3. Bölüm

136 23 7
                                    

   Multimedya; Aytu

İYİ OKUMALAR ...

 İlk iş günüme geç kalmamak için alelacele hazırlanıp dışarı çıktım. Biraz da olsa heyecanlıydım. Otobüsten indiğimde kitabevinin yanında ki dükkandan kendime bir kahve aldım. Sanırım kahve beni dinçleştirirdi. O şirin kitabevine girdiğimde yaşlı amca ve Görkem kasa da bir şeyler konuşuyorlardı.

''Günaydın '' dedim hafifçe gülümseyerek. Geldiğimi görünce onlar da bana dönerek ''Günaydın '' dediler.

''Kızım sen bugün alt katta başlayacaksın. Takıldığın bir şey olursa Görkem'e de, bana da sorabilirsin. Zaten tüm kitap türleri raflarda yazıyor. Bulamadığın kitap olursa gelir bana söylersin, bende depodan bakarım'' dedi yaşlı amca.
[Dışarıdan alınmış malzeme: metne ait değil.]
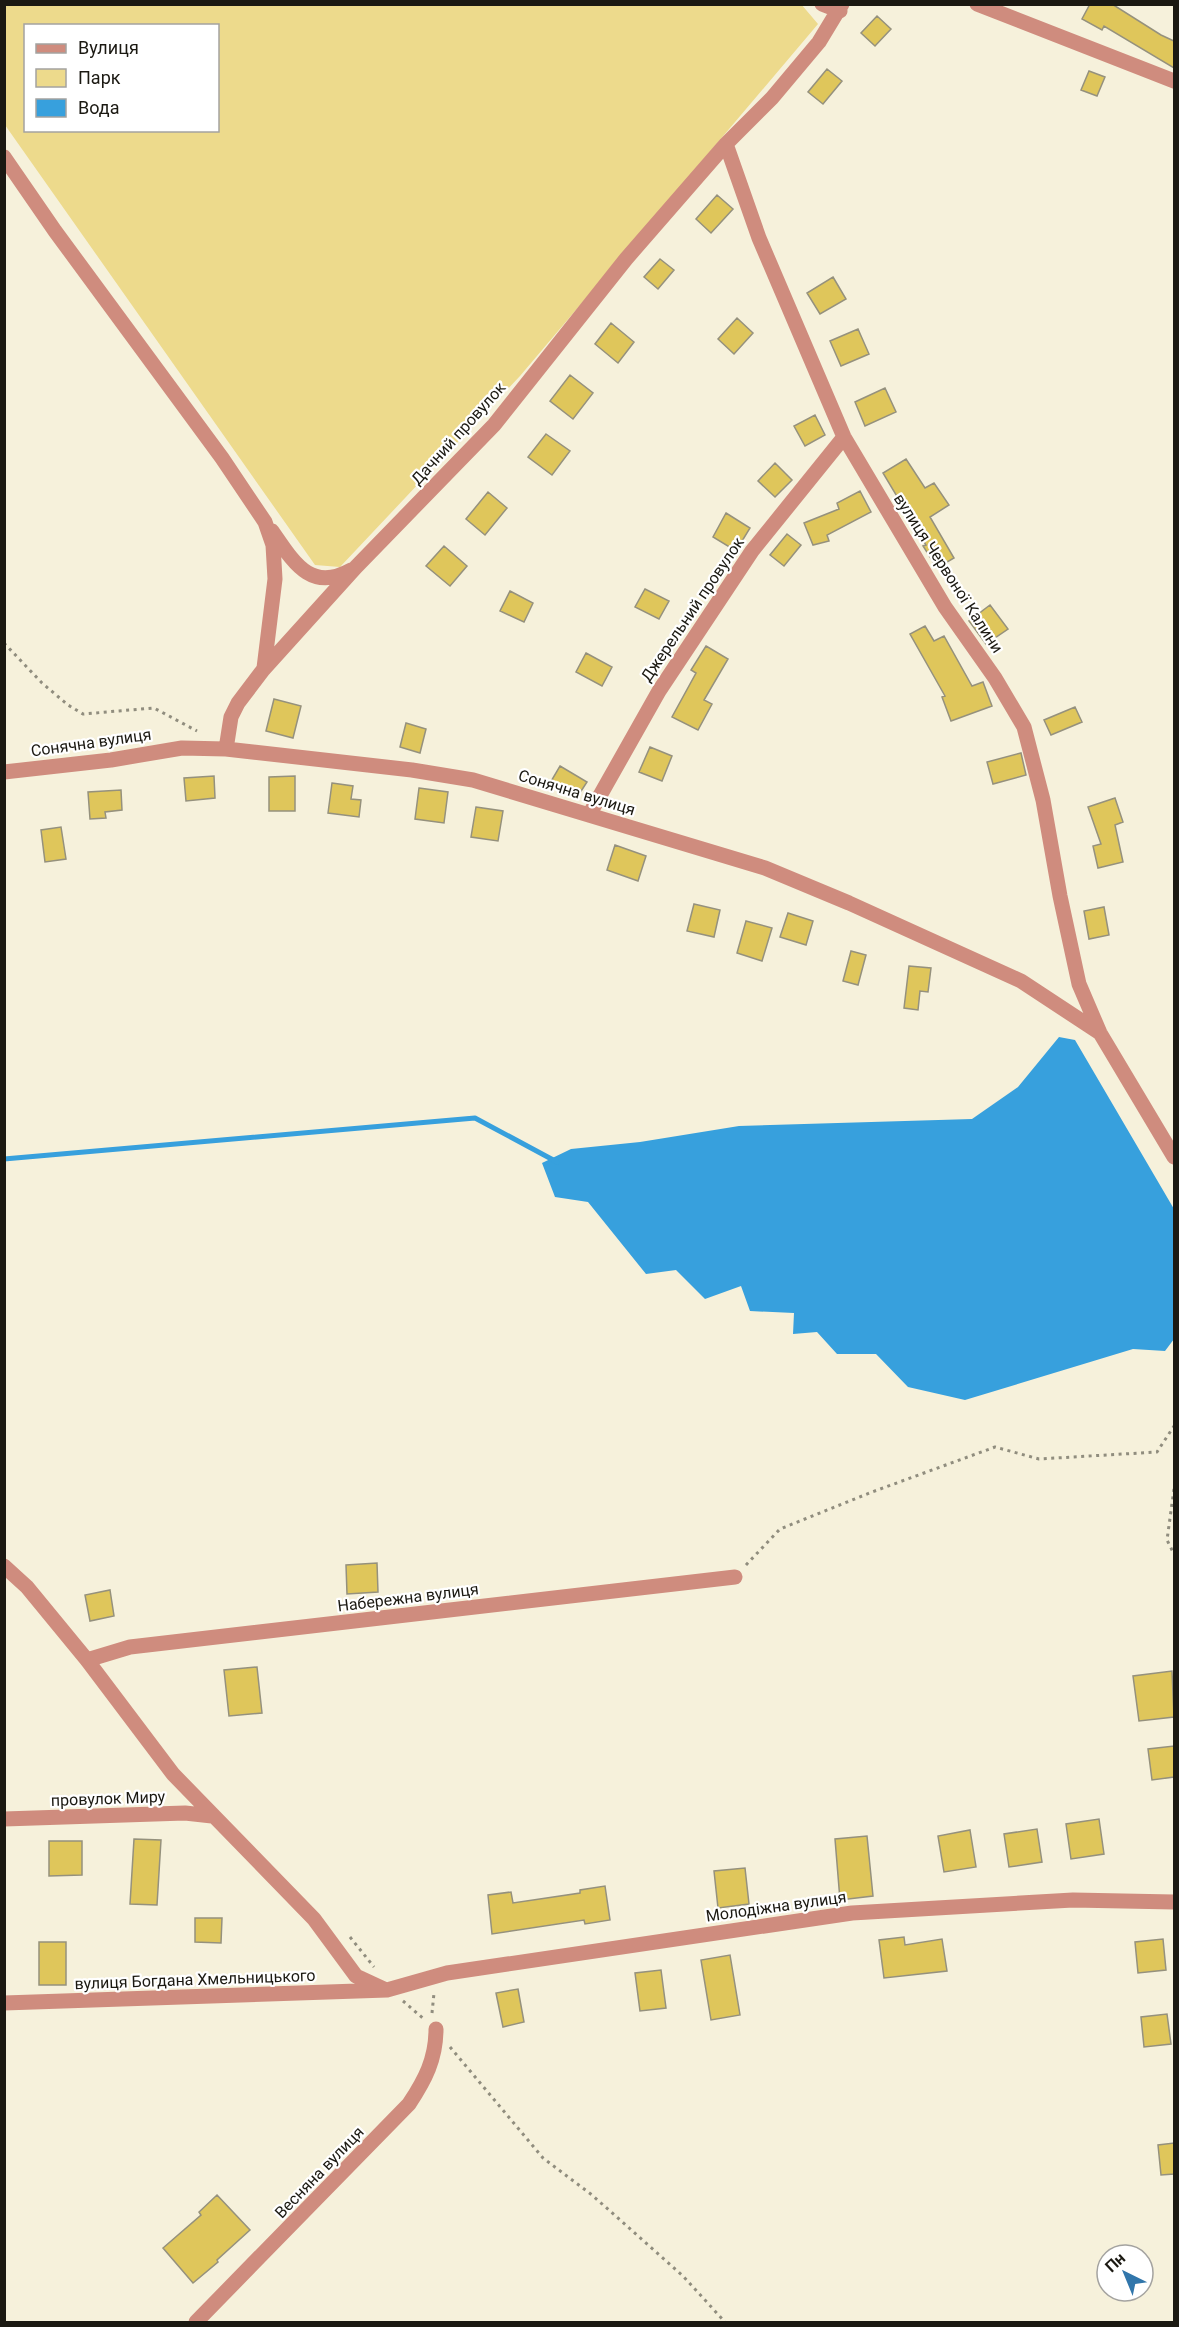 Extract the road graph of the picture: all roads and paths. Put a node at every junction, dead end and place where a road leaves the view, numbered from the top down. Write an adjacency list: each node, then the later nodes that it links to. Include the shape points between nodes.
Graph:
1 (822, 4): 3 (street)
2 (977, 4): 4 (street)
3 (841, 8): 5 (street, Дачний провулок, via 779,90)
4 (1174, 81)
5 (726, 144): 7 (street, вулиця Червоної Калини, via 759,238); 9 (street, Дачний провулок, via 626,259 494,425)
6 (4, 157): 8 (street)
7 (844, 437): 15 (street, Джерельний провулок, via 752,551 658,691); 16 (street, вулиця Червоної Калини, via 945,607 995,678 1024,728 1044,800 1078,984)
8 (265, 522): 9 (street, via 308,574 340,576); 11 (street, via 273,545 275,579)
9 (356, 567): 11 (street, Дачний провулок)
10 (4, 644): 12 (path, via 42,683 83,714 154,708)
11 (263, 670): 13 (street, Дачний провулок, via 231,717)
12 (200, 733)
13 (226, 749): 14 (street, Сонячна вулиця, via 182,747); 15 (street, Сонячна вулиця, via 473,780)
14 (4, 772)
15 (589, 815): 16 (street, Сонячна вулиця, via 765,868 849,903 1021,981)
16 (1100, 1033): 17 (street, вулиця Червоної Калини)
17 (1174, 1157)
18 (1174, 1426): 22 (path, via 1157,1452 1039,1459 995,1447 780,1529)
19 (1174, 1489): 20 (path, via 1167,1540)
20 (1174, 1554)
21 (4, 1566): 23 (street, via 27,1587)
22 (735, 1577): 23 (street, Набережна вулиця, via 130,1647)
23 (87, 1660): 24 (street, via 173,1774)
24 (212, 1816): 25 (street, провулок Миру, via 185,1813); 28 (street, via 314,1919 356,1976)
25 (4, 1819)
26 (1174, 1902): 27 (street, Молодіжна вулиця, via 1073,1900 852,1913)
27 (447, 1973): 28 (street, Молодіжна вулиця); 30 (path, via 432,2004)
28 (387, 1990): 29 (street, вулиця Богдана Хмельницького); 30 (path)
29 (4, 2003)
30 (435, 2029): 31 (street, Весняна вулиця, via 433,2060 409,2104); 32 (path, via 543,2158 592,2195 683,2276)
31 (196, 2322)
32 (725, 2322)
    Bende onaylarcasına başımı aşağı yukarı salladım. Görkem de gülerek ''İlk iş gününüz hayırlı olsun Aymira Hanım'' dedi. Bu çocuk gerçekten garipti. Aymira HANIM da neymiş? Bende gülerek '' Teşekkürler Görkem Bey'' dedim ve kahvemin bitmiş kabını elime alıp çöpe attım.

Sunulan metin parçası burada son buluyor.